◆ TASK DESCRIPTION
Go through the data below and copy each line that includes "Kazimierza".

◆ THE RECORDS
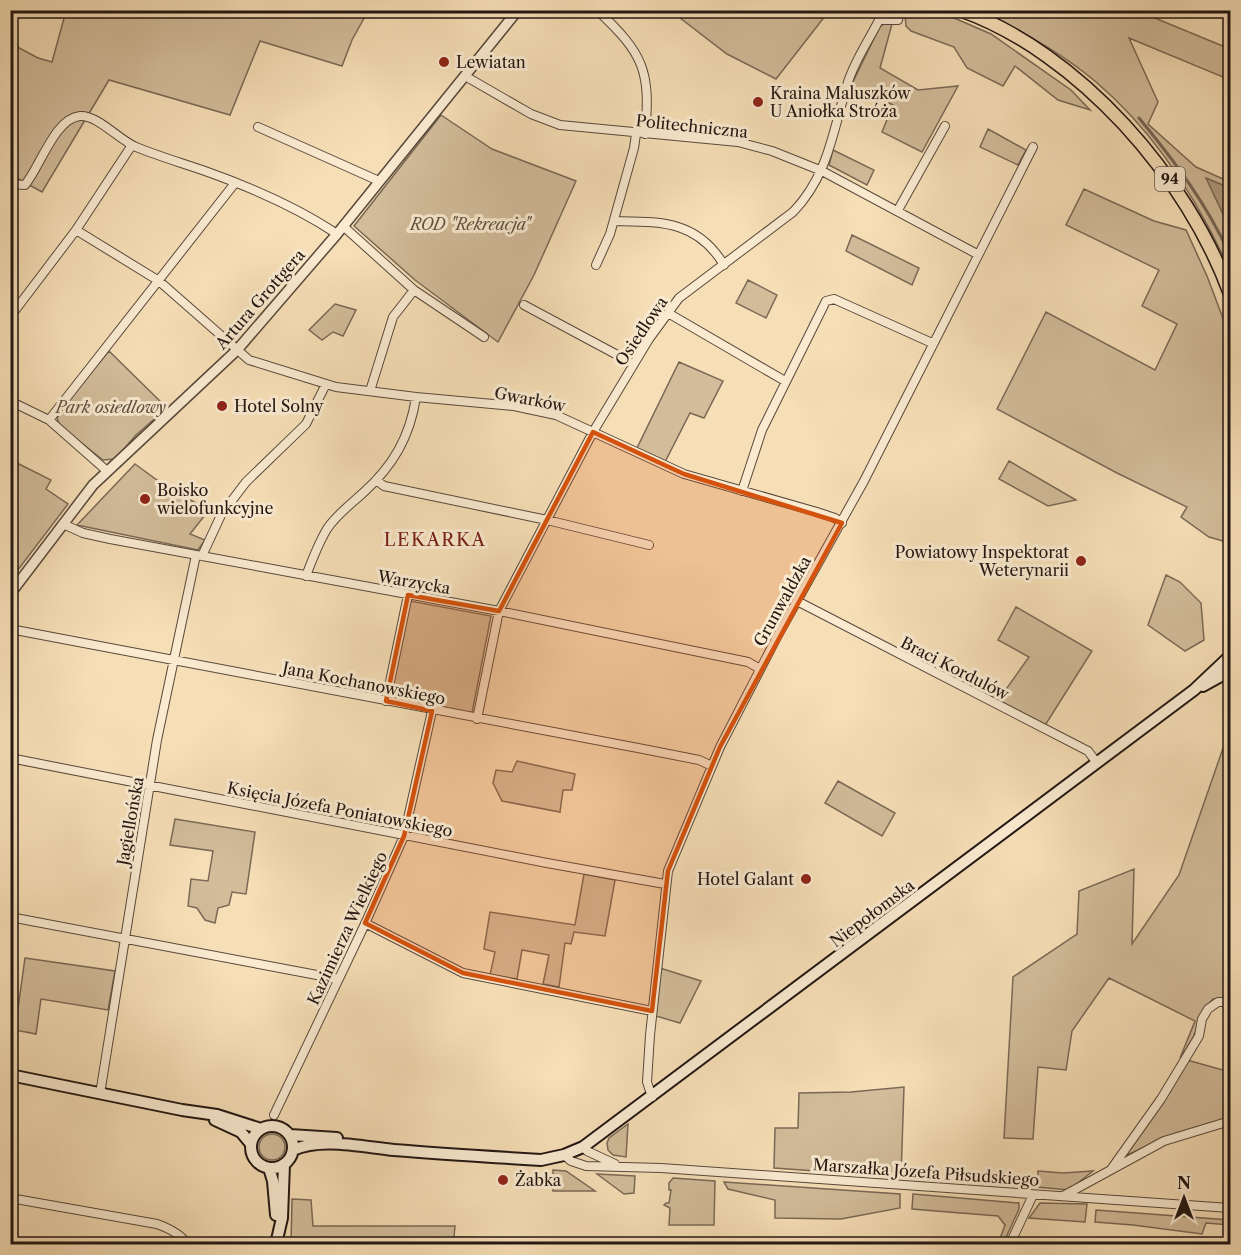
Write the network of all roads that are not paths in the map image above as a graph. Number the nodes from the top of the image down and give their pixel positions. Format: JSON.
{"nodes":[{"id":1,"x":518,"y":10,"type":"edge"},
{"id":2,"x":597,"y":10,"type":"edge"},
{"id":3,"x":900,"y":10,"type":"edge"},
{"id":4,"x":960,"y":10,"type":"edge"},
{"id":5,"x":465,"y":75,"type":"junction"},
{"id":6,"x":945,"y":126,"type":"dead end"},
{"id":7,"x":258,"y":127,"type":"dead end"},
{"id":8,"x":636,"y":134,"type":"junction"},
{"id":9,"x":645,"y":134,"type":"junction"},
{"id":10,"x":132,"y":146,"type":"junction"},
{"id":11,"x":1033,"y":147,"type":"dead end"},
{"id":12,"x":822,"y":171,"type":"junction"},
{"id":13,"x":379,"y":181,"type":"junction"},
{"id":14,"x":235,"y":183,"type":"junction"},
{"id":15,"x":10,"y":184,"type":"edge"},
{"id":16,"x":898,"y":210,"type":"junction"},
{"id":17,"x":614,"y":221,"type":"junction"},
{"id":18,"x":344,"y":226,"type":"junction"},
{"id":19,"x":76,"y":230,"type":"junction"},
{"id":20,"x":337,"y":234,"type":"junction"},
{"id":21,"x":977,"y":254,"type":"junction"},
{"id":22,"x":596,"y":265,"type":"dead end"},
{"id":23,"x":724,"y":265,"type":"junction"},
{"id":24,"x":159,"y":281,"type":"junction"},
{"id":25,"x":414,"y":290,"type":"junction"},
{"id":26,"x":1230,"y":294,"type":"edge"},
{"id":27,"x":525,"y":305,"type":"dead end"},
{"id":28,"x":668,"y":314,"type":"junction"},
{"id":29,"x":10,"y":317,"type":"edge"},
{"id":30,"x":484,"y":336,"type":"dead end"},
{"id":31,"x":932,"y":343,"type":"junction"},
{"id":32,"x":237,"y":351,"type":"junction"},
{"id":33,"x":633,"y":365,"type":"junction"},
{"id":34,"x":785,"y":381,"type":"junction"},
{"id":35,"x":326,"y":384,"type":"junction"},
{"id":36,"x":370,"y":391,"type":"junction"},
{"id":37,"x":416,"y":397,"type":"junction"},
{"id":38,"x":10,"y":401,"type":"edge"},
{"id":39,"x":49,"y":420,"type":"junction"},
{"id":40,"x":593,"y":432,"type":"junction"},
{"id":41,"x":107,"y":471,"type":"junction"},
{"id":42,"x":376,"y":480,"type":"junction"},
{"id":43,"x":742,"y":491,"type":"junction"},
{"id":44,"x":547,"y":520,"type":"junction"},
{"id":45,"x":842,"y":523,"type":"junction"},
{"id":46,"x":63,"y":524,"type":"junction"},
{"id":47,"x":649,"y":544,"type":"dead end"},
{"id":48,"x":199,"y":556,"type":"junction"},
{"id":49,"x":306,"y":576,"type":"junction"},
{"id":50,"x":10,"y":594,"type":"edge"},
{"id":51,"x":408,"y":595,"type":"junction"},
{"id":52,"x":797,"y":600,"type":"junction"},
{"id":53,"x":499,"y":611,"type":"junction"},
{"id":54,"x":10,"y":629,"type":"edge"},
{"id":55,"x":1230,"y":656,"type":"edge"},
{"id":56,"x":175,"y":660,"type":"junction"},
{"id":57,"x":760,"y":669,"type":"junction"},
{"id":58,"x":1230,"y":672,"type":"edge"},
{"id":59,"x":1194,"y":690,"type":"junction"},
{"id":60,"x":386,"y":701,"type":"junction"},
{"id":61,"x":432,"y":711,"type":"junction"},
{"id":62,"x":477,"y":719,"type":"junction"},
{"id":63,"x":10,"y":758,"type":"edge"},
{"id":64,"x":1097,"y":763,"type":"junction"},
{"id":65,"x":712,"y":766,"type":"junction"},
{"id":66,"x":150,"y":786,"type":"junction"},
{"id":67,"x":404,"y":836,"type":"junction"},
{"id":68,"x":665,"y":884,"type":"junction"},
{"id":69,"x":10,"y":917,"type":"edge"},
{"id":70,"x":365,"y":922,"type":"junction"},
{"id":71,"x":125,"y":939,"type":"junction"},
{"id":72,"x":338,"y":979,"type":"junction"},
{"id":73,"x":1223,"y":1002,"type":"dead end"},
{"id":74,"x":652,"y":1011,"type":"junction"},
{"id":75,"x":10,"y":1075,"type":"edge"},
{"id":76,"x":100,"y":1094,"type":"junction"},
{"id":77,"x":652,"y":1097,"type":"junction"},
{"id":78,"x":192,"y":1112,"type":"junction"},
{"id":79,"x":274,"y":1114,"type":"dead end"},
{"id":80,"x":1230,"y":1121,"type":"edge"},
{"id":81,"x":261,"y":1129,"type":"junction"},
{"id":82,"x":290,"y":1135,"type":"junction"},
{"id":83,"x":251,"y":1144,"type":"junction"},
{"id":84,"x":583,"y":1147,"type":"junction"},
{"id":85,"x":375,"y":1148,"type":"junction"},
{"id":86,"x":293,"y":1149,"type":"junction"},
{"id":87,"x":564,"y":1155,"type":"junction"},
{"id":88,"x":284,"y":1164,"type":"junction"},
{"id":89,"x":619,"y":1166,"type":"junction"},
{"id":90,"x":269,"y":1168,"type":"junction"},
{"id":91,"x":1113,"y":1168,"type":"junction"},
{"id":92,"x":1033,"y":1195,"type":"junction"},
{"id":93,"x":1062,"y":1197,"type":"junction"},
{"id":94,"x":10,"y":1198,"type":"edge"},
{"id":95,"x":1230,"y":1208,"type":"edge"},
{"id":96,"x":187,"y":1245,"type":"edge"},
{"id":97,"x":275,"y":1245,"type":"edge"},
{"id":98,"x":1011,"y":1245,"type":"edge"}],
"edges":[{"from":1,"to":5,"type":"street","name":"Artura Grottgera"},
{"from":2,"to":9,"type":"street"},
{"from":3,"to":12,"type":"street","name":"Osiedlowa"},
{"from":4,"to":26,"type":"main road","number":"94"},
{"from":5,"to":8,"type":"street","name":"Politechniczna"},
{"from":5,"to":13,"type":"street","name":"Artura Grottgera"},
{"from":6,"to":16,"type":"street"},
{"from":7,"to":13,"type":"street"},
{"from":8,"to":9,"type":"street","name":"Politechniczna"},
{"from":8,"to":17,"type":"street"},
{"from":9,"to":12,"type":"street","name":"Politechniczna"},
{"from":10,"to":14,"type":"street"},
{"from":10,"to":15,"type":"street"},
{"from":10,"to":19,"type":"street"},
{"from":11,"to":21,"type":"street","name":"Grunwaldzka"},
{"from":12,"to":16,"type":"street","name":"Politechniczna"},
{"from":12,"to":23,"type":"street","name":"Osiedlowa"},
{"from":13,"to":18,"type":"street","name":"Artura Grottgera"},
{"from":14,"to":20,"type":"street"},
{"from":14,"to":24,"type":"street"},
{"from":16,"to":21,"type":"street","name":"Politechniczna"},
{"from":17,"to":22,"type":"street"},
{"from":17,"to":23,"type":"street"},
{"from":18,"to":20,"type":"street","name":"Artura Grottgera"},
{"from":18,"to":25,"type":"street"},
{"from":19,"to":24,"type":"street","name":"Gwarków"},
{"from":19,"to":29,"type":"street"},
{"from":20,"to":32,"type":"street","name":"Artura Grottgera"},
{"from":21,"to":31,"type":"street","name":"Grunwaldzka"},
{"from":23,"to":28,"type":"street","name":"Osiedlowa"},
{"from":24,"to":32,"type":"street","name":"Gwarków"},
{"from":24,"to":39,"type":"street"},
{"from":25,"to":30,"type":"street"},
{"from":25,"to":36,"type":"street"},
{"from":27,"to":33,"type":"street"},
{"from":28,"to":33,"type":"street","name":"Osiedlowa"},
{"from":28,"to":34,"type":"street"},
{"from":31,"to":34,"type":"street"},
{"from":31,"to":45,"type":"street","name":"Grunwaldzka"},
{"from":32,"to":35,"type":"street","name":"Gwarków"},
{"from":32,"to":41,"type":"street","name":"Artura Grottgera"},
{"from":33,"to":40,"type":"street","name":"Osiedlowa"},
{"from":34,"to":43,"type":"street"},
{"from":35,"to":36,"type":"street","name":"Gwarków"},
{"from":35,"to":48,"type":"street","name":"Jagiellońska"},
{"from":36,"to":37,"type":"street","name":"Gwarków"},
{"from":37,"to":40,"type":"street","name":"Gwarków"},
{"from":37,"to":42,"type":"street"},
{"from":38,"to":39,"type":"street"},
{"from":39,"to":41,"type":"street"},
{"from":40,"to":43,"type":"street","name":"Gwarków"},
{"from":40,"to":44,"type":"street","name":"Osiedlowa"},
{"from":41,"to":46,"type":"street","name":"Artura Grottgera"},
{"from":42,"to":44,"type":"street"},
{"from":42,"to":49,"type":"street"},
{"from":43,"to":45,"type":"street","name":"Gwarków"},
{"from":44,"to":47,"type":"street"},
{"from":44,"to":53,"type":"street","name":"Osiedlowa"},
{"from":45,"to":52,"type":"street","name":"Grunwaldzka"},
{"from":46,"to":48,"type":"street","name":"Warzycka"},
{"from":46,"to":50,"type":"street","name":"Artura Grottgera"},
{"from":48,"to":49,"type":"street","name":"Warzycka"},
{"from":48,"to":56,"type":"street","name":"Jagiellońska"},
{"from":49,"to":51,"type":"street","name":"Warzycka"},
{"from":51,"to":53,"type":"street","name":"Warzycka"},
{"from":51,"to":60,"type":"street"},
{"from":52,"to":57,"type":"street","name":"Grunwaldzka"},
{"from":52,"to":64,"type":"street","name":"Braci Kordulów"},
{"from":53,"to":57,"type":"street","name":"Warzycka"},
{"from":53,"to":62,"type":"street","name":"Osiedlowa"},
{"from":54,"to":56,"type":"street","name":"Jana Kochanowskiego"},
{"from":55,"to":59,"type":"main road","name":"Niepołomska"},
{"from":56,"to":60,"type":"street","name":"Jana Kochanowskiego"},
{"from":56,"to":66,"type":"street","name":"Jagiellońska"},
{"from":57,"to":65,"type":"street","name":"Grunwaldzka"},
{"from":58,"to":59,"type":"main road","name":"Niepołomska"},
{"from":59,"to":64,"type":"main road","name":"Niepołomska"},
{"from":60,"to":61,"type":"street","name":"Jana Kochanowskiego"},
{"from":61,"to":62,"type":"street","name":"Jana Kochanowskiego"},
{"from":61,"to":67,"type":"street","name":"Kazimierza Wielkiego"},
{"from":62,"to":65,"type":"street","name":"Jana Kochanowskiego"},
{"from":63,"to":66,"type":"street","name":"Księcia Józefa Poniatowskiego"},
{"from":64,"to":77,"type":"main road","name":"Niepołomska"},
{"from":65,"to":68,"type":"street","name":"Grunwaldzka"},
{"from":66,"to":67,"type":"street","name":"Księcia Józefa Poniatowskiego"},
{"from":66,"to":71,"type":"street","name":"Jagiellońska"},
{"from":67,"to":68,"type":"street","name":"Księcia Józefa Poniatowskiego"},
{"from":67,"to":70,"type":"street","name":"Kazimierza Wielkiego"},
{"from":68,"to":74,"type":"street","name":"Grunwaldzka"},
{"from":69,"to":71,"type":"street"},
{"from":70,"to":72,"type":"street","name":"Kazimierza Wielkiego"},
{"from":70,"to":74,"type":"street"},
{"from":71,"to":72,"type":"street"},
{"from":71,"to":76,"type":"street","name":"Jagiellońska"},
{"from":72,"to":79,"type":"street","name":"Kazimierza Wielkiego"},
{"from":73,"to":91,"type":"street"},
{"from":74,"to":77,"type":"street","name":"Grunwaldzka"},
{"from":75,"to":76,"type":"main road"},
{"from":76,"to":78,"type":"main road"},
{"from":77,"to":84,"type":"main road","name":"Niepołomska"},
{"from":78,"to":81,"type":"main road"},
{"from":78,"to":83,"type":"main road"},
{"from":80,"to":91,"type":"street"},
{"from":81,"to":82,"type":"main road"},
{"from":81,"to":83,"type":"main road"},
{"from":82,"to":85,"type":"main road"},
{"from":82,"to":86,"type":"main road"},
{"from":83,"to":90,"type":"main road"},
{"from":84,"to":87,"type":"main road","name":"Niepołomska"},
{"from":84,"to":89,"type":"street","name":"Marszałka Józefa Piłsudskiego"},
{"from":85,"to":86,"type":"main road"},
{"from":85,"to":87,"type":"main road"},
{"from":86,"to":88,"type":"main road"},
{"from":87,"to":89,"type":"street","name":"Marszałka Józefa Piłsudskiego"},
{"from":88,"to":90,"type":"main road"},
{"from":88,"to":97,"type":"main road"},
{"from":89,"to":92,"type":"street","name":"Marszałka Józefa Piłsudskiego"},
{"from":90,"to":97,"type":"main road"},
{"from":91,"to":93,"type":"street"},
{"from":92,"to":93,"type":"street","name":"Marszałka Józefa Piłsudskiego"},
{"from":92,"to":98,"type":"street"},
{"from":93,"to":95,"type":"street","name":"Marszałka Józefa Piłsudskiego"},
{"from":94,"to":96,"type":"street"}]}
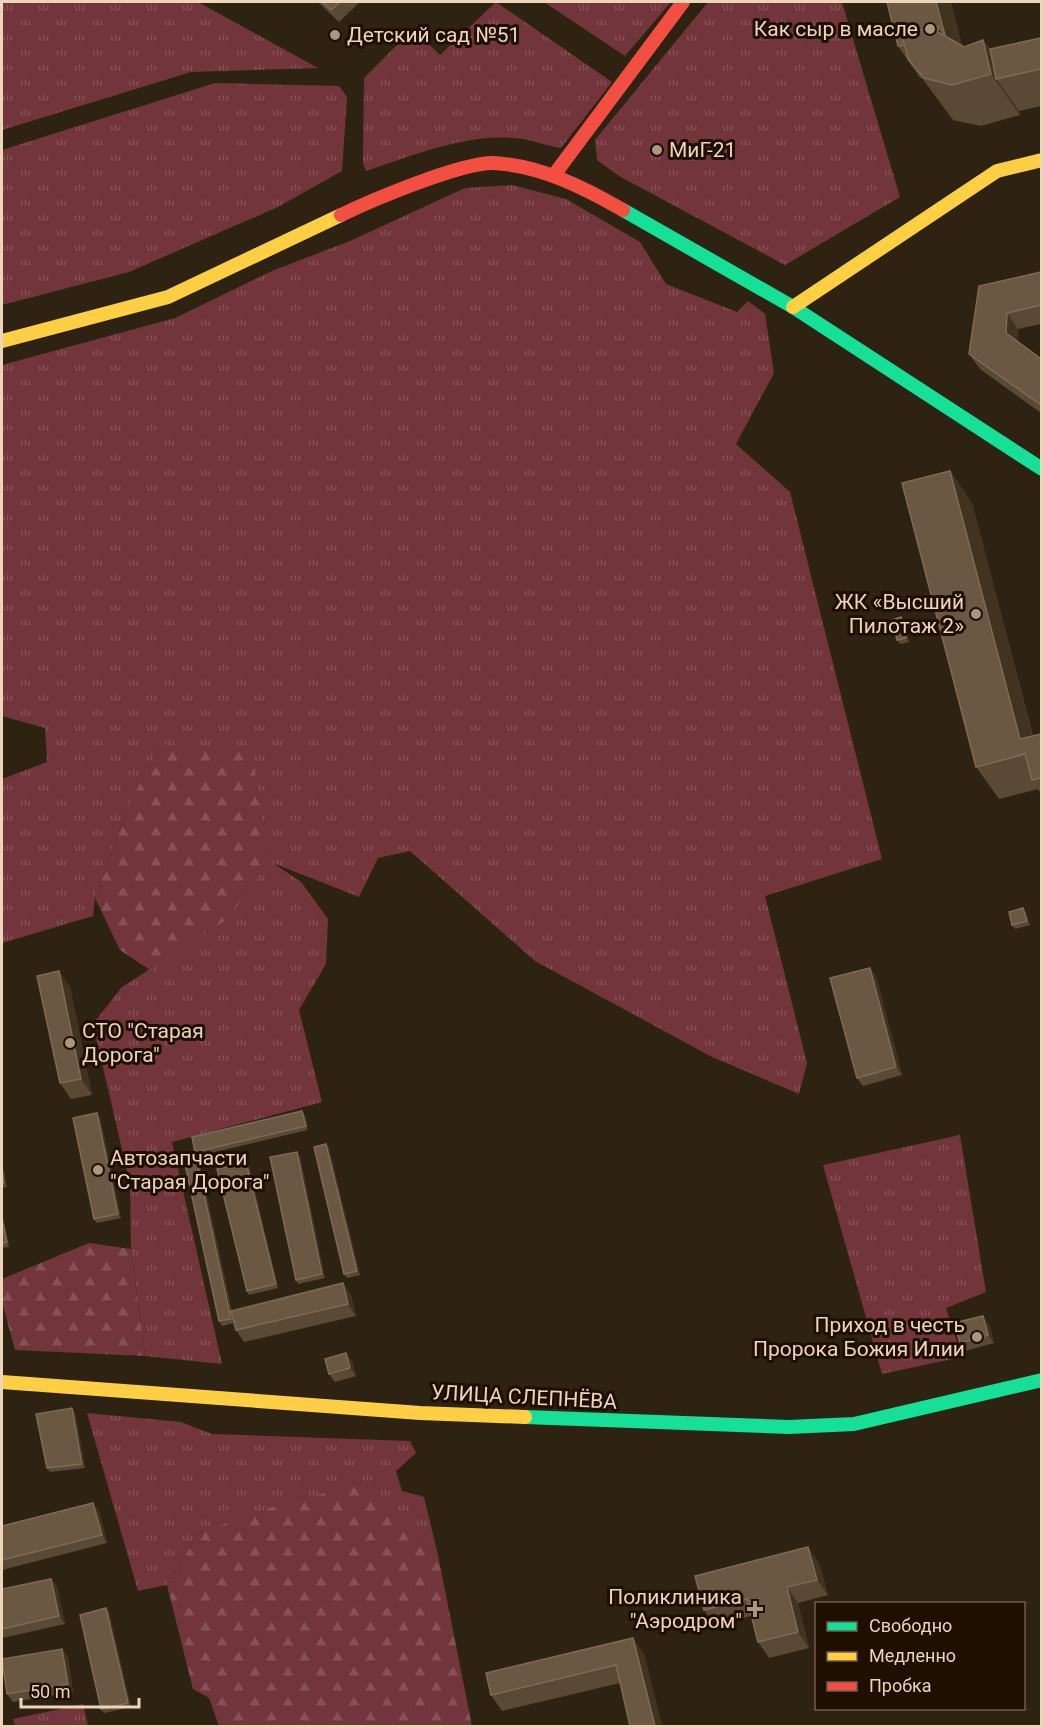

◆ RESPONSE TO THIS TASK
{"from":61,"to":67,"type":"street","name":"Kazimierza Wielkiego"},
{"from":67,"to":70,"type":"street","name":"Kazimierza Wielkiego"},
{"from":70,"to":72,"type":"street","name":"Kazimierza Wielkiego"},
{"from":72,"to":79,"type":"street","name":"Kazimierza Wielkiego"},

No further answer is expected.